The global exhibition association that owns CinemaCon, NATO, has selected John Loeks as chairman of NATO, taking the senior spot from David Passman, who served two terms as chairman. Loeks is the owner and chief executive of Michigan-based Celebration! Cinema. As NATO chairman, Loeks also chairs the advisory board and the membership meeting. He feels that much of the important work of NATO happens at the committee level.
Equally important to Loeks is the strong bond that NATO enjoys with the Motion Picture Association of America. Part of his role is to maintain a good working relationship with the distributors and the studios. But what will take much of his time and be a priority is “how we can grow our business and get people coming into our theatres.”
NATO is in good hands with John Loeks, and this editor wishes him good luck in this position. Please see our interview with him in the May edition of FJI.
Passing of the Torch
Sometimes things just fall into place. FJI decided to do a story on David Passman now that he’s stepped down as chairman of NATO. And then CinemaCon named him the 2016 NATO Marquee Award recipient, followed by the announcement of the pending acquisition of his company, Carmike Cinemas, by AMC. That only made it more plausible to expand our coverage into an article not only about David but the Cinderella story surrounding Carmike and its rise to the fourth-largest exhibition chain in the nation. David Passman was the architect behind this major expansion.
FJI’s extensive profile in our May issue is our way to pay tribute to what David and his team have achieved. David is a relatively new player in the industry, yet he has made his mark not only at Carmike, but with his two-year chairmanship of NATO. David’s philosophy and innovative thinking have been responsible for the successful modernization and expansion of the Carmike circuit. Here’s a brief look at some of David’s views; be sure to read our entire interview.
“My job is to lead the organization, hopefully in the right direction to make it bigger, better, stronger and more liked by our studio partners, our stockholders and our employees.
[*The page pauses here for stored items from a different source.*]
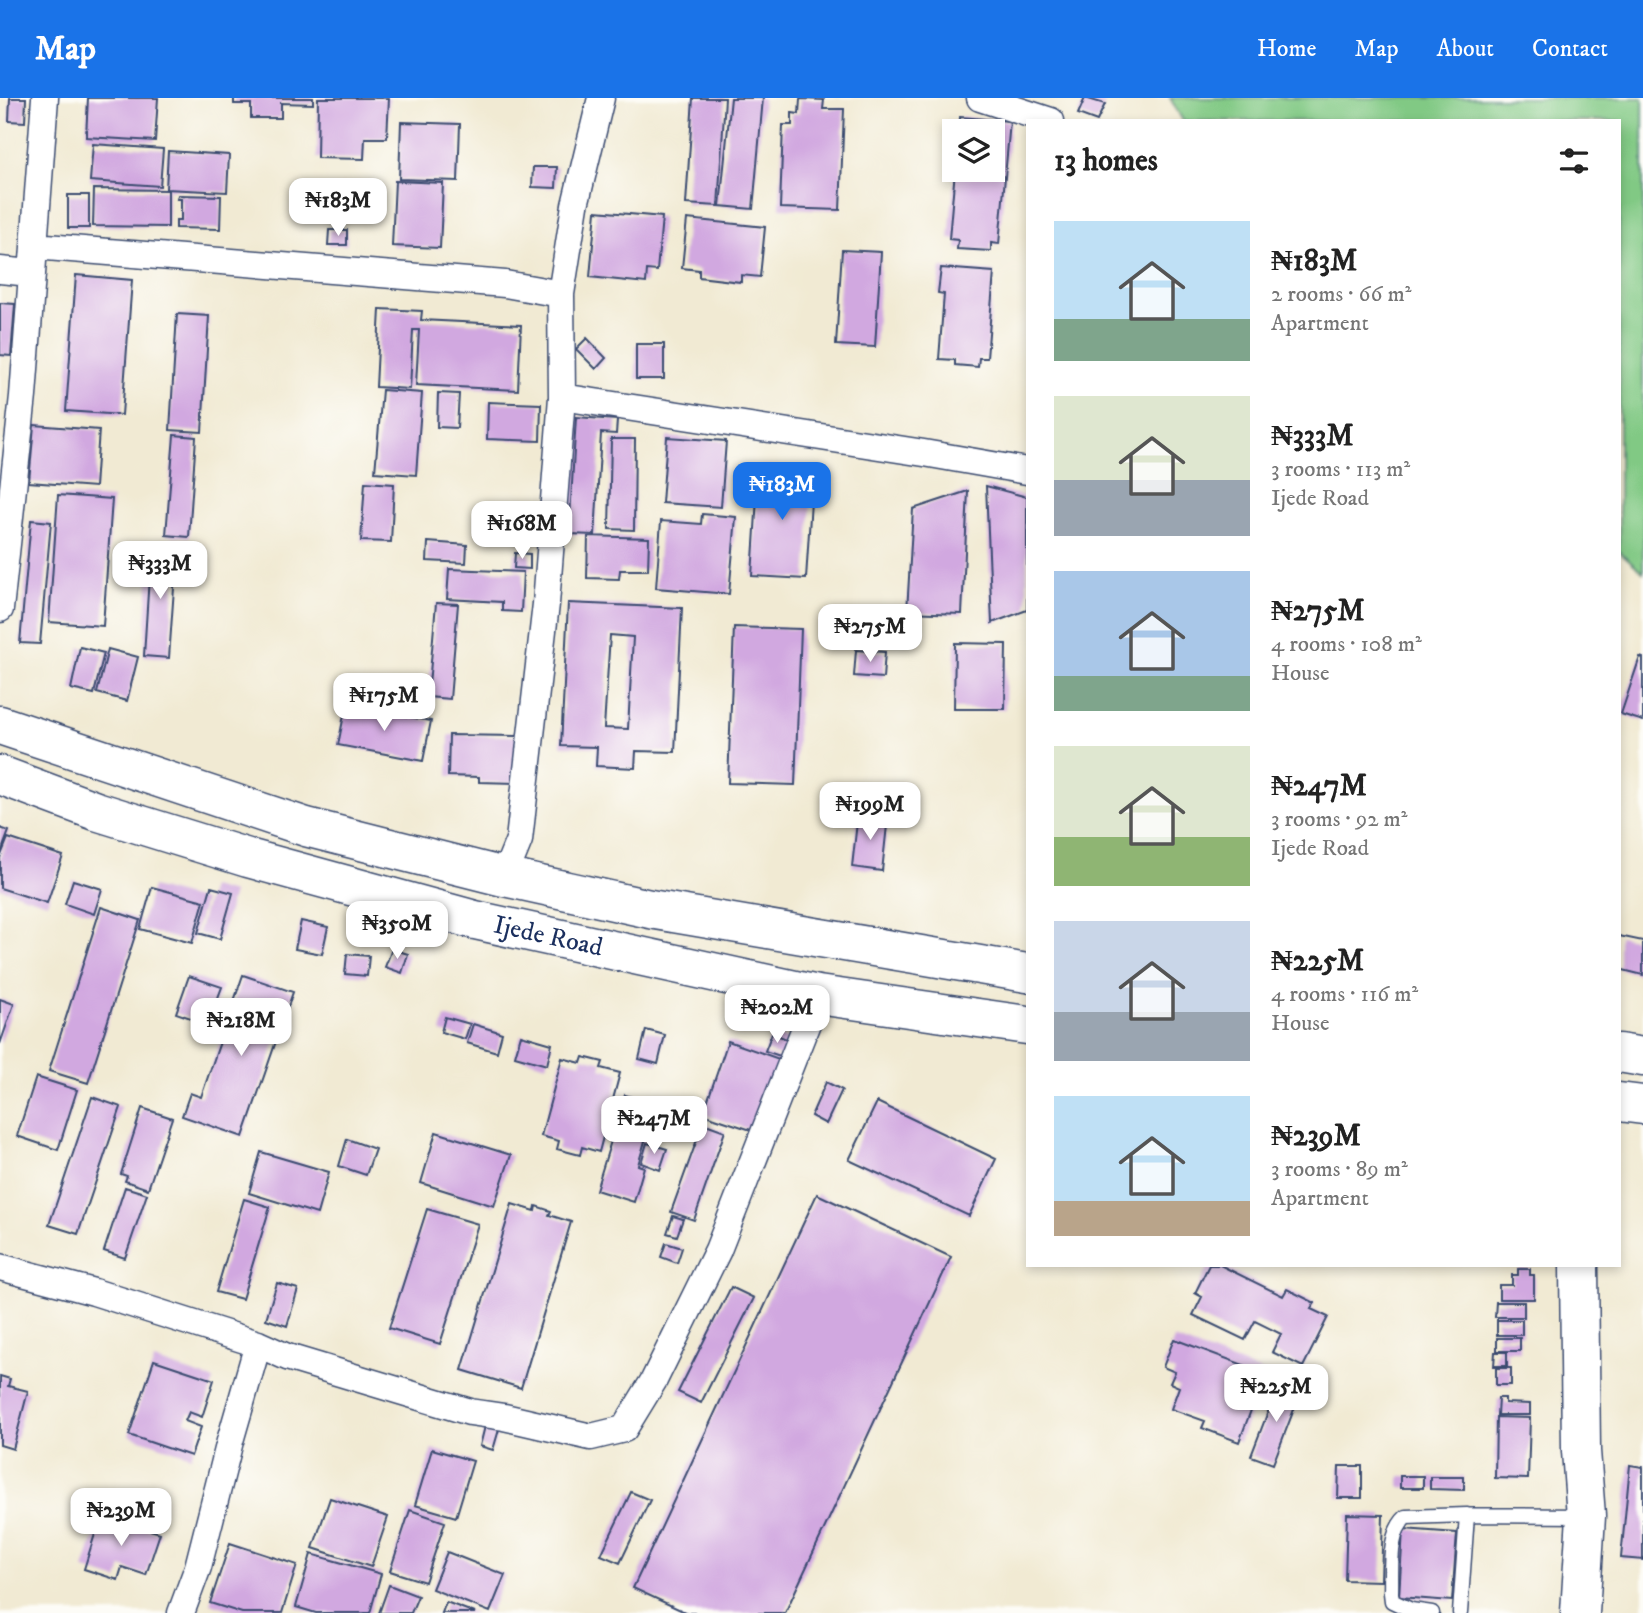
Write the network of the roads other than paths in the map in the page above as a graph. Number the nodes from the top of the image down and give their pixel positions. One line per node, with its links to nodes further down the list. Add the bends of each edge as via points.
1 (45, 98): 5 (street)
2 (601, 98): 8 (street, via 575,205)
3 (980, 98): 4 (street)
4 (1045, 119)
5 (34, 246): 7 (street); 8 (street, via 505,284)
6 (0, 270): 7 (street)
7 (31, 273): 11 (street)
8 (561, 294): 9 (street)
9 (562, 397): 10 (street); 14 (street, via 546,604 521,827)
10 (1026, 471)
11 (0, 609)
12 (0, 725): 14 (main road, Ijede Road, via 306,827)
13 (0, 775): 16 (main road, Ijede Road, via 96,811 236,854 475,920)
14 (504, 877): 15 (main road, Ijede Road, via 650,909)
15 (1026, 973)
16 (818, 995): 17 (main road, Ijede Road); 24 (street, via 718,1250 654,1380 624,1429 591,1437 470,1412 287,1357)
17 (1026, 1025)
18 (1621, 1053): 19 (main road)
19 (1643, 1057)
20 (1621, 1101): 21 (main road)
21 (1643, 1105)
22 (0, 1267): 24 (street)
23 (1579, 1267): 26 (main road)
24 (258, 1344): 27 (street, via 198,1567)
25 (1467, 1515): 26 (lane); 28 (lane, via 1406,1517 1395,1534 1392,1601); 29 (lane)
26 (1586, 1516): 30 (main road)
27 (181, 1613)
28 (1432, 1613)
29 (1460, 1613)
30 (1580, 1613)

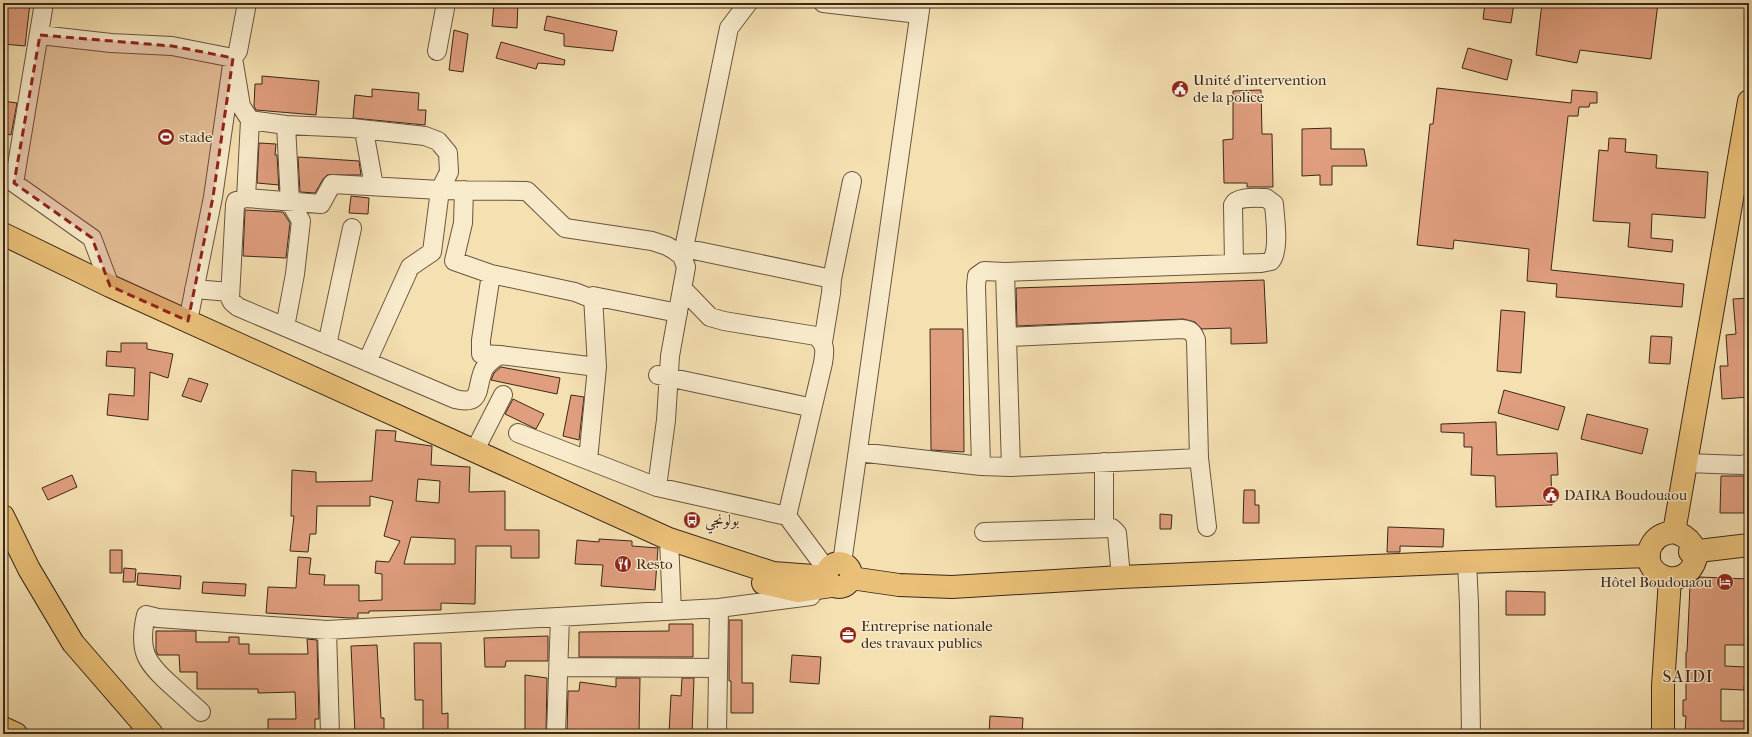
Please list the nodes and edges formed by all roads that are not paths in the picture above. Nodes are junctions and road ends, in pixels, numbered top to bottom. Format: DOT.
graph roads {
  1 [pos="44,3"];
  2 [pos="247,3"];
  3 [pos="446,3"];
  4 [pos="748,3"];
  5 [pos="823,3"];
  6 [pos="920,8"];
  7 [pos="40,35"];
  8 [pos="437,51"];
  9 [pos="233,58"];
  10 [pos="1749,101"];
  11 [pos="250,120"];
  12 [pos="286,125"];
  13 [pos="364,131"];
  14 [pos="852,181"];
  15 [pos="374,186"];
  16 [pos="9,187"];
  17 [pos="440,190"];
  18 [pos="464,190"];
  19 [pos="213,197"];
  20 [pos="241,200"];
  21 [pos="290,202"];
  22 [pos="352,228"];
  23 [pos="3,234"];
  24 [pos="682,256"];
  25 [pos="1234,264"];
  26 [pos="1005,272"];
  27 [pos="491,274"];
  28 [pos="832,279"];
  29 [pos="110,286"];
  30 [pos="682,288"];
  31 [pos="194,289"];
  32 [pos="230,292"];
  33 [pos="593,296"];
  34 [pos="678,313"];
  35 [pos="188,321"];
  36 [pos="285,327"];
  37 [pos="1008,336"];
  38 [pos="823,342"];
  39 [pos="327,345"];
  40 [pos="500,355"];
  41 [pos="367,362"];
  42 [pos="597,367"];
  43 [pos="663,376"];
  44 [pos="503,395"];
  45 [pos="804,406"];
  46 [pos="518,433"];
  47 [pos="474,450"];
  48 [pos="858,452"];
  49 [pos="1199,458"];
  50 [pos="588,460"];
  51 [pos="1104,462"];
  52 [pos="1685,463"];
  53 [pos="1749,464"];
  54 [pos="981,466"];
  55 [pos="1011,467"];
  56 [pos="657,487"];
  57 [pos="3,516"];
  58 [pos="787,516"];
  59 [pos="1104,527"];
  60 [pos="1207,527"];
  61 [pos="984,532"];
  62 [pos="1674,532"];
  63 [pos="669,539"];
  64 [pos="1749,545"];
  65 [pos="1690,552"];
  66 [pos="1649,556"];
  67 [pos="1467,562"];
  68 [pos="837,577"];
  69 [pos="1121,577"];
  70 [pos="1670,579"];
  71 [pos="719,608"];
  72 [pos="672,611"];
  73 [pos="560,617"];
  74 [pos="327,630"];
  75 [pos="560,667"];
  76 [pos="718,668"];
  77 [pos="201,712"];
  78 [pos="3,728"];
  79 [pos="16,734"];
  80 [pos="152,734"];
  81 [pos="330,734"];
  82 [pos="556,734"];
  83 [pos="717,734"];
  84 [pos="1471,734"];
  85 [pos="1663,734"];
  1 -- 7 [label="street"];
  2 -- 9 [label="street"];
  3 -- 8 [label="street"];
  4 -- 28 [label="street"];
  5 -- 6 [label="street"];
  6 -- 48 [label="street"];
  7 -- 9 [label="street"];
  7 -- 16 [label="street"];
  9 -- 11 [label="street"];
  9 -- 19 [label="street"];
  10 -- 52 [label="main road"];
  11 -- 12 [label="street"];
  11 -- 20 [label="street"];
  12 -- 13 [label="street"];
  12 -- 21 [label="street"];
  13 -- 15 [label="street"];
  13 -- 17 [label="street"];
  14 -- 28 [label="street"];
  15 -- 17 [label="street"];
  15 -- 21 [label="street"];
  16 -- 29 [label="street"];
  17 -- 18 [label="street"];
  17 -- 41 [label="street"];
  18 -- 24 [label="street"];
  18 -- 27 [label="street"];
  19 -- 20 [label="street"];
  19 -- 31 [label="street"];
  20 -- 21 [label="street"];
  20 -- 32 [label="street"];
  21 -- 36 [label="street"];
  22 -- 39 [label="street"];
  23 -- 29 [label="main road"];
  24 -- 28 [label="street"];
  24 -- 30 [label="street"];
  25 -- 26 [label="street"];
  26 -- 37 [label="street"];
  26 -- 54 [label="street"];
  27 -- 33 [label="street"];
  27 -- 40 [label="street"];
  28 -- 38 [label="street"];
  29 -- 35 [label="main road"];
  30 -- 34 [label="street"];
  30 -- 38 [label="street"];
  31 -- 32 [label="street"];
  31 -- 35 [label="street"];
  32 -- 36 [label="street"];
  33 -- 34 [label="street"];
  33 -- 42 [label="street"];
  34 -- 43 [label="street"];
  35 -- 47 [label="main road"];
  36 -- 39 [label="street"];
  37 -- 49 [label="street"];
  37 -- 55 [label="street"];
  38 -- 58 [label="street"];
  39 -- 41 [label="street"];
  40 -- 41 [label="street"];
  40 -- 42 [label="street"];
  42 -- 50 [label="street"];
  43 -- 45 [label="street"];
  43 -- 56 [label="street"];
  44 -- 47 [label="street"];
  46 -- 50 [label="street"];
  47 -- 63 [label="main road"];
  48 -- 54 [label="street"];
  48 -- 68 [label="street"];
  49 -- 51 [label="street"];
  49 -- 60 [label="street"];
  50 -- 56 [label="street"];
  51 -- 55 [label="street"];
  51 -- 59 [label="street"];
  52 -- 53 [label="street"];
  52 -- 62 [label="main road"];
  54 -- 55 [label="street"];
  56 -- 58 [label="street"];
  57 -- 80 [label="main road"];
  58 -- 68 [label="street"];
  59 -- 61 [label="street"];
  59 -- 69 [label="street"];
  62 -- 65 [label="main road"];
  62 -- 66 [label="main road"];
  63 -- 68 [label="main road"];
  63 -- 72 [label="street"];
  64 -- 65 [label="main road"];
  65 -- 70 [label="main road"];
  66 -- 67 [label="main road"];
  66 -- 70 [label="main road"];
  67 -- 69 [label="main road"];
  67 -- 84 [label="street"];
  68 -- 69 [label="main road"];
  68 -- 71 [label="street"];
  70 -- 85 [label="main road"];
  71 -- 72 [label="street"];
  71 -- 76 [label="street"];
  72 -- 73 [label="street"];
  73 -- 74 [label="street"];
  73 -- 75 [label="street"];
  74 -- 77 [label="street"];
  74 -- 81 [label="street"];
  75 -- 76 [label="street"];
  75 -- 82 [label="street"];
  76 -- 83 [label="street"];
  78 -- 79 [label="main road"];
}
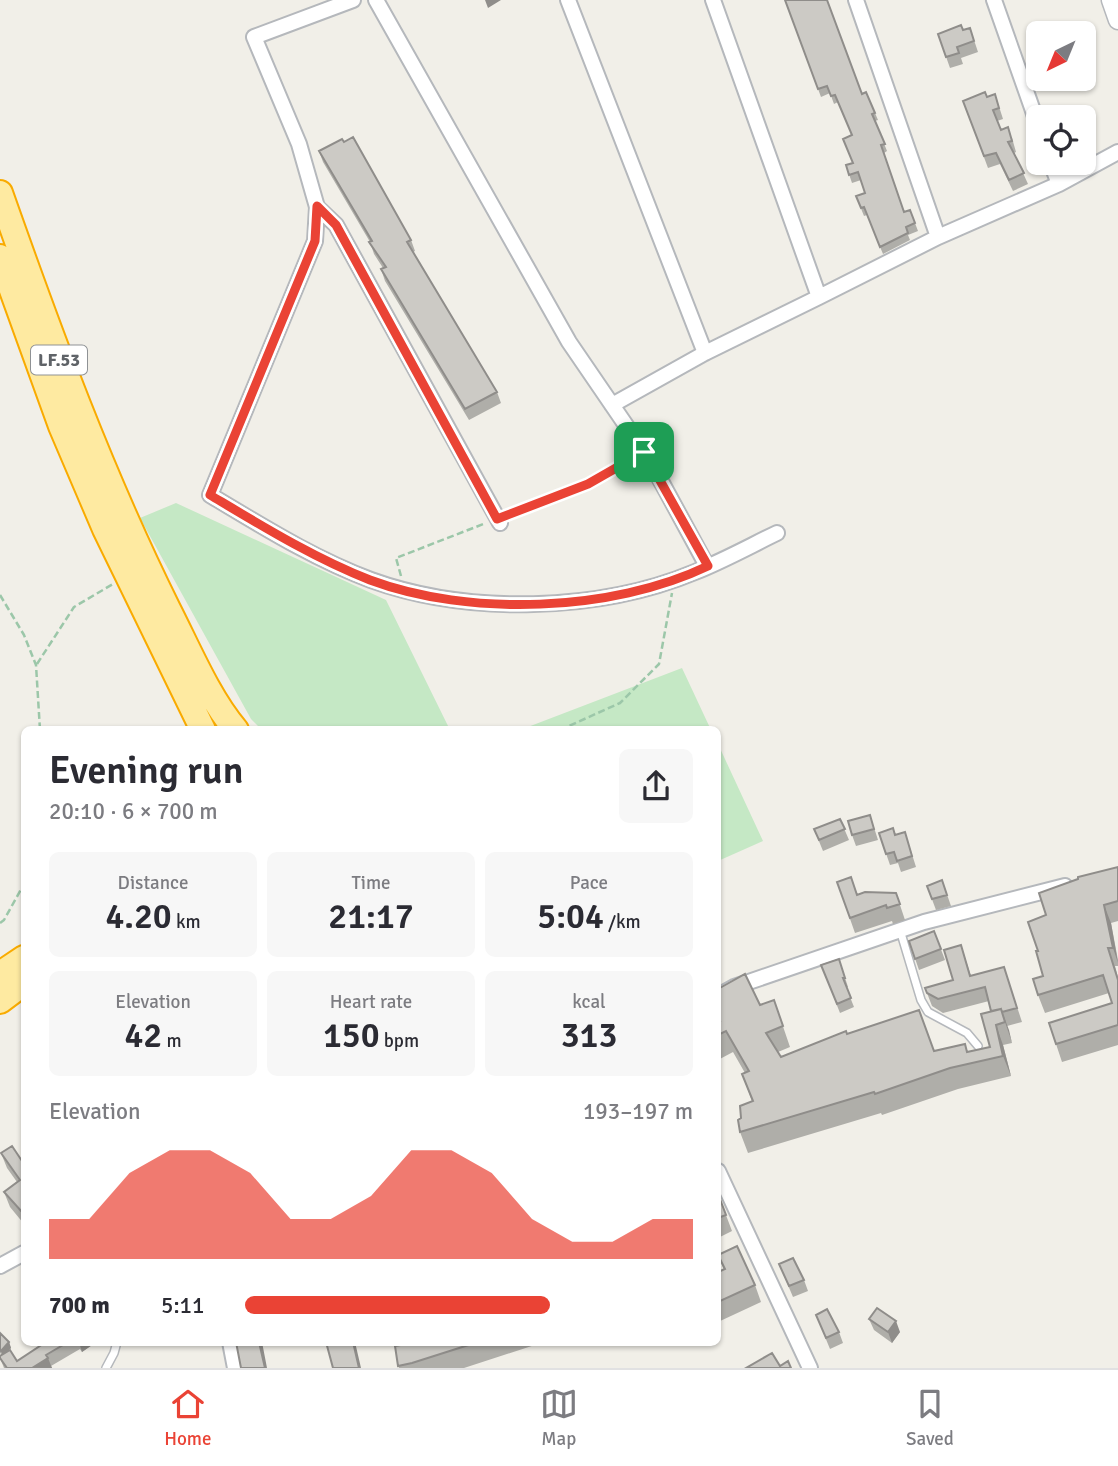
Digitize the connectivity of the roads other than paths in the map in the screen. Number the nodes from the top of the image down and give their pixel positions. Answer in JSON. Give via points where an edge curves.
{"nodes":[{"id":1,"x":353,"y":0,"type":"edge"},
{"id":2,"x":376,"y":0,"type":"edge"},
{"id":3,"x":568,"y":0,"type":"edge"},
{"id":4,"x":713,"y":0,"type":"edge"},
{"id":5,"x":856,"y":0,"type":"edge"},
{"id":6,"x":994,"y":0,"type":"edge"},
{"id":7,"x":1111,"y":0,"type":"edge"},
{"id":8,"x":1118,"y":20,"type":"edge"},
{"id":9,"x":1031,"y":105,"type":"edge"},
{"id":10,"x":1118,"y":152,"type":"edge"},
{"id":11,"x":1056,"y":175,"type":"edge"},
{"id":12,"x":1059,"y":184,"type":"junction"},
{"id":13,"x":0,"y":193,"type":"edge"},
{"id":14,"x":317,"y":206,"type":"junction"},
{"id":15,"x":938,"y":237,"type":"junction"},
{"id":16,"x":0,"y":257,"type":"edge"},
{"id":17,"x":818,"y":297,"type":"junction"},
{"id":18,"x":705,"y":354,"type":"junction"},
{"id":19,"x":612,"y":405,"type":"junction"},
{"id":20,"x":498,"y":519,"type":"road end"},
{"id":21,"x":777,"y":533,"type":"dead end"},
{"id":22,"x":708,"y":566,"type":"junction"},
{"id":23,"x":201,"y":726,"type":"edge"},
{"id":24,"x":233,"y":726,"type":"edge"},
{"id":25,"x":1077,"y":883,"type":"edge"},
{"id":26,"x":900,"y":930,"type":"junction"},
{"id":27,"x":21,"y":960,"type":"edge"},
{"id":28,"x":0,"y":974,"type":"edge"},
{"id":29,"x":21,"y":985,"type":"edge"},
{"id":30,"x":721,"y":994,"type":"edge"},
{"id":31,"x":0,"y":1001,"type":"edge"},
{"id":32,"x":978,"y":1046,"type":"dead end"},
{"id":33,"x":721,"y":1177,"type":"edge"},
{"id":34,"x":21,"y":1255,"type":"edge"},
{"id":35,"x":0,"y":1266,"type":"edge"},
{"id":36,"x":116,"y":1346,"type":"edge"},
{"id":37,"x":231,"y":1346,"type":"edge"},
{"id":38,"x":106,"y":1368,"type":"edge"},
{"id":39,"x":235,"y":1368,"type":"edge"},
{"id":40,"x":810,"y":1368,"type":"edge"}],
"edges":[{"from":1,"to":14,"type":"street","via":[[254,37],[299,144]]},
{"from":2,"to":19,"type":"street","via":[[569,342]]},
{"from":3,"to":18,"type":"street"},
{"from":4,"to":17,"type":"street"},
{"from":5,"to":15,"type":"street"},
{"from":6,"to":9,"type":"street"},
{"from":7,"to":8,"type":"street"},
{"from":10,"to":12,"type":"street"},
{"from":11,"to":12,"type":"street"},
{"from":12,"to":15,"type":"street"},
{"from":13,"to":24,"type":"highway","number":"LF.53","via":[[64,373],[109,481],[194,659]]},
{"from":14,"to":20,"type":"street","via":[[336,225]]},
{"from":14,"to":22,"type":"street","via":[[315,241],[210,495],[292,544],[371,580],[447,600],[550,605],[616,597]]},
{"from":15,"to":17,"type":"street"},
{"from":16,"to":23,"type":"highway","number":"LF.53","via":[[61,426],[105,529]]},
{"from":17,"to":18,"type":"street"},
{"from":18,"to":19,"type":"street"},
{"from":19,"to":22,"type":"street"},
{"from":21,"to":22,"type":"street"},
{"from":25,"to":26,"type":"street"},
{"from":26,"to":30,"type":"street"},
{"from":26,"to":32,"type":"lane","via":[[928,1012],[967,1033]]},
{"from":27,"to":28,"type":"highway"},
{"from":29,"to":31,"type":"highway"},
{"from":33,"to":40,"type":"street"},
{"from":34,"to":35,"type":"street"},
{"from":36,"to":38,"type":"lane"},
{"from":37,"to":39,"type":"street"}]}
And, most importantly, our guests.”
“The thing I’m proudest of is I believe I helped bridge the gap between the independent, small exhibitors and the very large exhibitors, because I could see both sides.”
“The tale of Carmike Cinemas—its growth, its moment of triumph, the passing of the torch—is a great story.”
David, FJI salutes you as our exhibition icon of the decade.
Seat of Honor
Ninety years is quite a long time, and to be successful for nine decades is quite an accomplishment. José Letayf Sr, the 90-year-old chairman of the board of San Diego-based Seating Concepts, will be honored with the International Cinema Technology Association’s Distinguished Service Award at CinemaCon.
In addition to celebrating his 90th birthday, José, better known to his friends as Pepe, is helping his son Juan celebrate their company’s 90 years in the industry. From a small beginning in Mexico, today’s Seating Concepts has grown tremendously and today employs some 850 people and supplies nearly 50 theatre circuits around the globe.
We salute Pepe and his family on their 90th anniversary and hope you enjoy the May issue’s profile of them.